Elec. Telegraph: "Bring back mark" plea as euro hits new lowgreenspun.com : LUSENET : TimeBomb 2000 (Y2000) : One Thread
From today's Electronic Telegraph:
'Bring back mark' plea as euro hits new low, By Andrew Gimson in Berlin
GERMAN Euro-sceptics are watching with horrified fascination the steady fall of the euro against the dollar, seeing it as the first confirmation of their warnings that the abandonment of the mark will turn out to be a disaster.
Prof Wilhelm Hankel said yesterday: "We predicted the euro's weakness, and it's going to go on getting weaker." Prof Hankel, one of the group of leading academics who tried and failed in the German courts to stop the launch of the euro, called yesterday for the timetable for conversion to the new currency to be torn up, with investors no longer being forced to change their marks or guilders into euros at the start of 2002.
He said: "Otherwise the flight of capital from the euro will grow. The mark should be kept indefinitely as a parallel currency. We must keep the door open for a return to the mark," arguing that this would help to calm investors' fears of the new currency.
Prof Hankel believes the euro will remain weak against the dollar as long as European interest rates are lower than those in America, but sees the European Central Bank caught in a trap: if it rescues the currency by putting up interest rates, it will also increase unemployment in Europe, "and all European governments will be furious with it".
The prospects for employment in Germany are already dark, with one of the country's leading economic institutes, the Berlin-based DIW (the German Institute for Economic Research) predicting yesterday that unemployment will next year remain above four million. This is because economic growth is too sluggish to make any appreciable dent in the figures.

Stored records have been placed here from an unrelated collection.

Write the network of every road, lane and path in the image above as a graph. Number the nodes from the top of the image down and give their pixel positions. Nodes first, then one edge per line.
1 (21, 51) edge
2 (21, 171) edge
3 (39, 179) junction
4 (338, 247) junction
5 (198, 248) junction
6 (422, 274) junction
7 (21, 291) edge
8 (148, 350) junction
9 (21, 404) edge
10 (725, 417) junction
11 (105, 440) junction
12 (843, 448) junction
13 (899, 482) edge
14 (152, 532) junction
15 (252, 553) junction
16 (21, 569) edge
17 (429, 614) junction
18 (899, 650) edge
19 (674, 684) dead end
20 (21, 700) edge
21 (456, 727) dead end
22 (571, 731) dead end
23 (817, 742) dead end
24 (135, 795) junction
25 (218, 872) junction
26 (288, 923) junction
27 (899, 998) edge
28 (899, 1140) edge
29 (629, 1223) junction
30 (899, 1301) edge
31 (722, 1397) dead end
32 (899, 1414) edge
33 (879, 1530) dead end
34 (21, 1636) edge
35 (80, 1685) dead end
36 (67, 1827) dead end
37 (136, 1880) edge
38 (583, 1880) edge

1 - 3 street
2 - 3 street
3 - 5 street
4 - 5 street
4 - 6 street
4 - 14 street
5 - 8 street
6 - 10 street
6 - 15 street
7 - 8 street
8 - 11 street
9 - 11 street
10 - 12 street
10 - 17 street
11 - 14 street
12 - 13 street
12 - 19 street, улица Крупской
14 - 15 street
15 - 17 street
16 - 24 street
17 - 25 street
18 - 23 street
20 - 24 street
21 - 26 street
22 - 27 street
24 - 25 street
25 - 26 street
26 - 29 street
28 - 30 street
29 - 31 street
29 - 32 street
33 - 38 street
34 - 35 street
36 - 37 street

There is little doubt that the majority of the German public agree with Prof Hankel and would much prefer to reinstate the mark. Readers of Bild, Germany's biggest-selling newspaper, complain bitterly in its letters column that their hard-earned savings are being jeopardised by the compulsory move to the euro. Michael Rvsler wrote yesterday from Kolitzheim, in Bavaria: "On Jan 1, 2002, we probably won't need to change the Deutschemark any more. With this euro disaster it will be worth absolutely nothing by then."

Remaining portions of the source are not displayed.